Your answer is to be every line of the material that includes the string "Βέρρα".

======== Records to use ========

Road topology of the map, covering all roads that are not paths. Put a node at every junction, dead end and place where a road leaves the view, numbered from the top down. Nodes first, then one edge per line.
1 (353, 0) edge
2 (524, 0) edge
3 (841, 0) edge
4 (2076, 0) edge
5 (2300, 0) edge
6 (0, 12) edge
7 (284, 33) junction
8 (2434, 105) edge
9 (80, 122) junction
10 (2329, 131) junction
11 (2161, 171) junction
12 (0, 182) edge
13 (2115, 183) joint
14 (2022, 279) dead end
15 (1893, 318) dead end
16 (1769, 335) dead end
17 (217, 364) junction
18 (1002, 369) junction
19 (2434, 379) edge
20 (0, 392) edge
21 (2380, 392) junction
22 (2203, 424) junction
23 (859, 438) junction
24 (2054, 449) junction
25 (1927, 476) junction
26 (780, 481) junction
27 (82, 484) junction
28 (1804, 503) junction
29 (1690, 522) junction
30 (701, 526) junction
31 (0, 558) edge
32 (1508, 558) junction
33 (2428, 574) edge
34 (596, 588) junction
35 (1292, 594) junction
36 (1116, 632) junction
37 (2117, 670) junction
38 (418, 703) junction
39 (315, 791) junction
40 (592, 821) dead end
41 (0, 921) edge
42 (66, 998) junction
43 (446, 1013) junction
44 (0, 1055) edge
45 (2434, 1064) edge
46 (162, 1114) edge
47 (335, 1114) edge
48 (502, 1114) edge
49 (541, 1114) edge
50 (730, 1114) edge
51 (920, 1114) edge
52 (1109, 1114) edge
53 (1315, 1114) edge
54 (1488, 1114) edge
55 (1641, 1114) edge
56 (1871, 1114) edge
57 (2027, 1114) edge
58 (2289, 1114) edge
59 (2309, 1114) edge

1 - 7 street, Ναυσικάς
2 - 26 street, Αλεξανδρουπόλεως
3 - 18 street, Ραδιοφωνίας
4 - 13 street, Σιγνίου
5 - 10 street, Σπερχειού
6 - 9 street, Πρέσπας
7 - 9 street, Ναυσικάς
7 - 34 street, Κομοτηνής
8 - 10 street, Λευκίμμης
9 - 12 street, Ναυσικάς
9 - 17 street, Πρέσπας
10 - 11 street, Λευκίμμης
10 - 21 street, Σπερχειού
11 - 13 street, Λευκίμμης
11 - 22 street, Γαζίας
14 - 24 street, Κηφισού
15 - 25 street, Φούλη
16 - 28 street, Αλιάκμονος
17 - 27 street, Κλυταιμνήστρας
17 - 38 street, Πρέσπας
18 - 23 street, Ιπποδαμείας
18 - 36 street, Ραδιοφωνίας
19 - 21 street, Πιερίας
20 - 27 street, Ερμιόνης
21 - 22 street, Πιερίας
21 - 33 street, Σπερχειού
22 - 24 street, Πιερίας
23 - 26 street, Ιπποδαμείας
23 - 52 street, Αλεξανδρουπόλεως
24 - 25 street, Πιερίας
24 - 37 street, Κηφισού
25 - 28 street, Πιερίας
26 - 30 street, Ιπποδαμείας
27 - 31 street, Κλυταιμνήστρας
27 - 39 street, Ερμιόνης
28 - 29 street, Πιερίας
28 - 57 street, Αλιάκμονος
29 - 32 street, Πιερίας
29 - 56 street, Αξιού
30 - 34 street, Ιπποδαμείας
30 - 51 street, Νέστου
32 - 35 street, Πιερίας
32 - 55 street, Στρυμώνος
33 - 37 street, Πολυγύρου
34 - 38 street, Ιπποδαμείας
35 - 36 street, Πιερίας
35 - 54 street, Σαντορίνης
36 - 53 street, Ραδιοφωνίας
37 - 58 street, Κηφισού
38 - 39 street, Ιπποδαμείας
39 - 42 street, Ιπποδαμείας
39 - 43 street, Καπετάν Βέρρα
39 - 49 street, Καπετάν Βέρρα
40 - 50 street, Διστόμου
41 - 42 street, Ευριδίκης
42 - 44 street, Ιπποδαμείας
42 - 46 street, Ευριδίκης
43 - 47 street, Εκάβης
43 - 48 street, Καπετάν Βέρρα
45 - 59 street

========

**Answer box**
39 - 43 street, Καπετάν Βέρρα
39 - 49 street, Καπετάν Βέρρα
43 - 48 street, Καπετάν Βέρρα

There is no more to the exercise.